Contact between the pair occurred as Collard’s West Surrey Racing BMW 125i entered the race track from the pits as Neal was starting a hot lap during the 30-minute qualifying session. Collard moved to let the Halfords Yuasa Racing Honda Civic Type-R overtake at Hawthorn Bend, but contact damaged both cars and forced them out of the remainder of the session.
The Clerk of the Course adjudged that Neal was in the wrong, the triple BTCC champion handed a post-qualifying reprimand and two penalty points on his licence.
A winner here last year, Collard will start 13th on the grid and told The Checkered Flag that he felt he had given the Honda man sufficient room to overtake.
“I came out of the pits on stone cold tyres, I could see Matt coming down the pit straight and I was aware he was closing on me fast. I went into Clervaux, went wide and left him enough room to drive through the gap”, Collard told TCF.
“I think it’s a case of pushing too hard at the wrong times. He’s apologised for it but it doesn’t make the situation right as you don’t get the lap back.
“I don’t get the opportunity to qualify where we should have been which is top-five or six. The car’s mega and, at that point, that’s where I was.”

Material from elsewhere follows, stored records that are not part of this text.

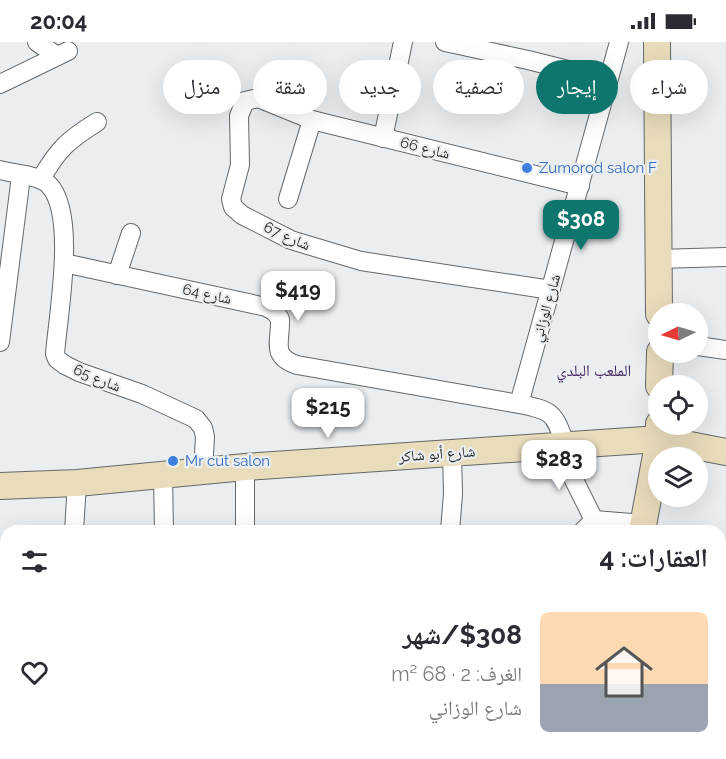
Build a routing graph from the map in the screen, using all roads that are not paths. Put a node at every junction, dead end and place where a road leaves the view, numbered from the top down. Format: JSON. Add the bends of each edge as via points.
{"nodes":[{"id":1,"x":37,"y":42,"type":"edge"},
{"id":2,"x":403,"y":42,"type":"edge"},
{"id":3,"x":444,"y":42,"type":"edge"},
{"id":4,"x":619,"y":42,"type":"edge"},
{"id":5,"x":657,"y":42,"type":"edge"},
{"id":6,"x":614,"y":60,"type":"edge"},
{"id":7,"x":536,"y":62,"type":"edge"},
{"id":8,"x":0,"y":84,"type":"edge"},
{"id":9,"x":253,"y":98,"type":"edge"},
{"id":10,"x":298,"y":114,"type":"edge"},
{"id":11,"x":599,"y":114,"type":"edge"},
{"id":12,"x":312,"y":120,"type":"junction"},
{"id":13,"x":97,"y":122,"type":"dead end"},
{"id":14,"x":383,"y":138,"type":"junction"},
{"id":15,"x":0,"y":171,"type":"edge"},
{"id":16,"x":21,"y":176,"type":"junction"},
{"id":17,"x":41,"y":179,"type":"junction"},
{"id":18,"x":580,"y":186,"type":"junction"},
{"id":19,"x":288,"y":199,"type":"dead end"},
{"id":20,"x":131,"y":233,"type":"dead end"},
{"id":21,"x":726,"y":257,"type":"edge"},
{"id":22,"x":658,"y":260,"type":"junction"},
{"id":23,"x":64,"y":263,"type":"junction"},
{"id":24,"x":117,"y":275,"type":"junction"},
{"id":25,"x":551,"y":290,"type":"junction"},
{"id":26,"x":659,"y":303,"type":"edge"},
{"id":27,"x":0,"y":342,"type":"edge"},
{"id":28,"x":708,"y":347,"type":"edge"},
{"id":29,"x":726,"y":350,"type":"edge"},
{"id":30,"x":519,"y":404,"type":"junction"},
{"id":31,"x":648,"y":433,"type":"edge"},
{"id":32,"x":658,"y":435,"type":"edge"},
{"id":33,"x":669,"y":435,"type":"edge"},
{"id":34,"x":561,"y":445,"type":"junction"},
{"id":35,"x":726,"y":452,"type":"edge"},
{"id":36,"x":452,"y":453,"type":"junction"},
{"id":37,"x":244,"y":466,"type":"junction"},
{"id":38,"x":203,"y":470,"type":"junction"},
{"id":39,"x":163,"y":475,"type":"junction"},
{"id":40,"x":77,"y":483,"type":"junction"},
{"id":41,"x":0,"y":486,"type":"edge"},
{"id":42,"x":74,"y":525,"type":"edge"},
{"id":43,"x":164,"y":525,"type":"edge"},
{"id":44,"x":244,"y":525,"type":"edge"},
{"id":45,"x":450,"y":525,"type":"edge"},
{"id":46,"x":588,"y":525,"type":"edge"},
{"id":47,"x":643,"y":525,"type":"edge"}],
"edges":[{"from":1,"to":8,"type":"street","via":[[63,53]]},
{"from":2,"to":14,"type":"street"},
{"from":3,"to":7,"type":"street"},
{"from":4,"to":6,"type":"street","name":"شارع الوزاني"},
{"from":5,"to":22,"type":"street"},
{"from":9,"to":25,"type":"street","name":"شارع 67","via":[[245,101],[239,116],[240,165],[231,199],[242,215],[291,240],[361,261]]},
{"from":10,"to":12,"type":"street","name":"شارع 66"},
{"from":11,"to":18,"type":"street","name":"شارع الوزاني"},
{"from":12,"to":14,"type":"street","name":"شارع 66"},
{"from":12,"to":19,"type":"street"},
{"from":13,"to":17,"type":"street","via":[[60,149]]},
{"from":14,"to":18,"type":"street","name":"شارع 66"},
{"from":15,"to":16,"type":"street"},
{"from":16,"to":17,"type":"street"},
{"from":16,"to":27,"type":"street"},
{"from":17,"to":23,"type":"street","name":"شارع 65","via":[[50,186],[61,216]]},
{"from":18,"to":25,"type":"street","name":"شارع الوزاني"},
{"from":20,"to":24,"type":"street"},
{"from":21,"to":22,"type":"street"},
{"from":22,"to":26,"type":"street"},
{"from":23,"to":24,"type":"street","name":"شارع 64"},
{"from":23,"to":38,"type":"street","name":"شارع 65","via":[[54,354],[57,359],[79,372],[196,419],[205,437]]},
{"from":24,"to":30,"type":"street","name":"شارع 64","via":[[266,306],[280,319],[281,357],[297,365]]},
{"from":25,"to":30,"type":"street","name":"شارع الوزاني"},
{"from":28,"to":29,"type":"street"},
{"from":30,"to":34,"type":"street","via":[[547,410],[554,416]]},
{"from":31,"to":34,"type":"street","name":"شارع أبو شاكر"},
{"from":32,"to":47,"type":"street"},
{"from":33,"to":35,"type":"street","name":"شارع أبو شاكر"},
{"from":34,"to":36,"type":"street","name":"شارع أبو شاكر"},
{"from":34,"to":46,"type":"street"},
{"from":36,"to":37,"type":"street","name":"شارع أبو شاكر"},
{"from":36,"to":45,"type":"street"},
{"from":37,"to":38,"type":"street","name":"شارع أبو شاكر"},
{"from":37,"to":44,"type":"street"},
{"from":38,"to":39,"type":"street","name":"شارع أبو شاكر"},
{"from":39,"to":40,"type":"street","name":"شارع أبو شاكر"},
{"from":39,"to":43,"type":"street"},
{"from":40,"to":41,"type":"street","name":"شارع أبو شاكر"},
{"from":40,"to":42,"type":"street"}]}
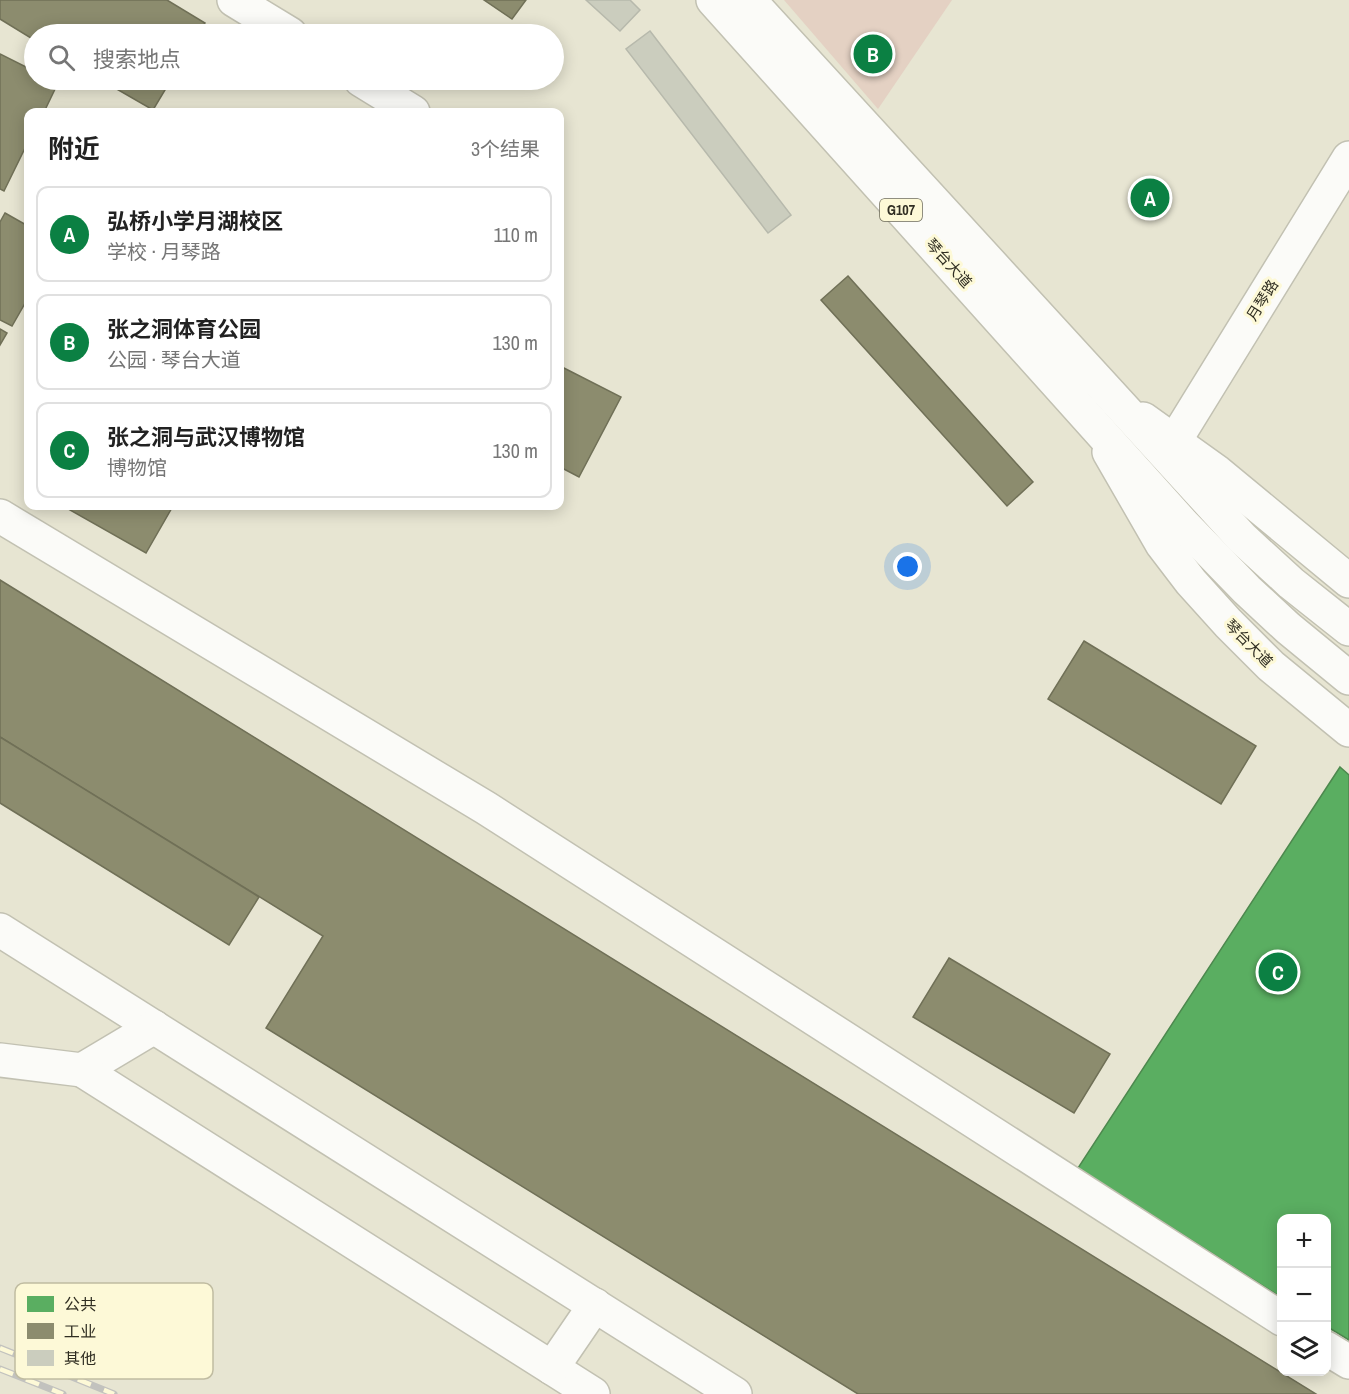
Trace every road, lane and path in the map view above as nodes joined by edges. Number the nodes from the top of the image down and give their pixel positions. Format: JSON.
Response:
{"nodes":[{"id":1,"x":234,"y":0,"type":"edge"},
{"id":2,"x":713,"y":0,"type":"edge"},
{"id":3,"x":749,"y":0,"type":"edge"},
{"id":4,"x":274,"y":24,"type":"edge"},
{"id":5,"x":377,"y":90,"type":"edge"},
{"id":6,"x":406,"y":108,"type":"edge"},
{"id":7,"x":1349,"y":159,"type":"edge"},
{"id":8,"x":1114,"y":397,"type":"junction"},
{"id":9,"x":1090,"y":420,"type":"junction"},
{"id":10,"x":1174,"y":442,"type":"junction"},
{"id":11,"x":0,"y":516,"type":"edge"},
{"id":12,"x":1349,"y":581,"type":"edge"},
{"id":13,"x":1349,"y":629,"type":"edge"},
{"id":14,"x":1349,"y":678,"type":"edge"},
{"id":15,"x":1349,"y":730,"type":"edge"},
{"id":16,"x":0,"y":930,"type":"edge"},
{"id":17,"x":154,"y":1027,"type":"junction"},
{"id":18,"x":0,"y":1060,"type":"edge"},
{"id":19,"x":82,"y":1070,"type":"junction"},
{"id":20,"x":595,"y":1305,"type":"junction"},
{"id":21,"x":1277,"y":1316,"type":"edge"},
{"id":22,"x":1331,"y":1350,"type":"edge"},
{"id":23,"x":1349,"y":1362,"type":"edge"},
{"id":24,"x":552,"y":1368,"type":"junction"},
{"id":25,"x":593,"y":1394,"type":"edge"},
{"id":26,"x":735,"y":1394,"type":"edge"}],
"edges":[{"from":1,"to":4,"type":"main road"},
{"from":2,"to":9,"type":"main road","name":"琴台大道","number":"G107"},
{"from":3,"to":8,"type":"main road","name":"琴台大道","number":"G107"},
{"from":5,"to":6,"type":"main road"},
{"from":7,"to":10,"type":"main road","name":"月琴路"},
{"from":8,"to":10,"type":"main road","name":"琴台大道"},
{"from":8,"to":13,"type":"main road","name":"琴台大道","number":"G107"},
{"from":9,"to":14,"type":"main road","name":"琴台大道","number":"G107"},
{"from":9,"to":15,"type":"main road","name":"琴台大道"},
{"from":10,"to":12,"type":"main road","name":"琴台大道"},
{"from":11,"to":21,"type":"main road"},
{"from":16,"to":17,"type":"main road"},
{"from":17,"to":19,"type":"main road"},
{"from":17,"to":20,"type":"main road"},
{"from":18,"to":19,"type":"main road"},
{"from":19,"to":24,"type":"main road"},
{"from":20,"to":24,"type":"main road"},
{"from":20,"to":26,"type":"main road"},
{"from":22,"to":23,"type":"main road"},
{"from":24,"to":25,"type":"main road"}]}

While apologetic, Neal said that he felt he had enough room to pass by the BMW 125i, saying immediately after the incident: “I was on a quick lap and I had my lights on.
“I thought there was enough space on the inside to go through. We touched wheels and that broke my rear wheel.”
Collard was handed a positive piece of news after qualifying however, given back his best time of 1m24.332s which was initially taken away from him for taking evasion action around the Chevrolet Cruze of Hunter Abbott at the Jim Clark Esses.
“Passing Abbott through the Jim Clark Esses, he was sitting on the racing line so I had to go wide to miss him on my best lap”, was Collard’s appeal from that particular incident, moving from 16th to 13th.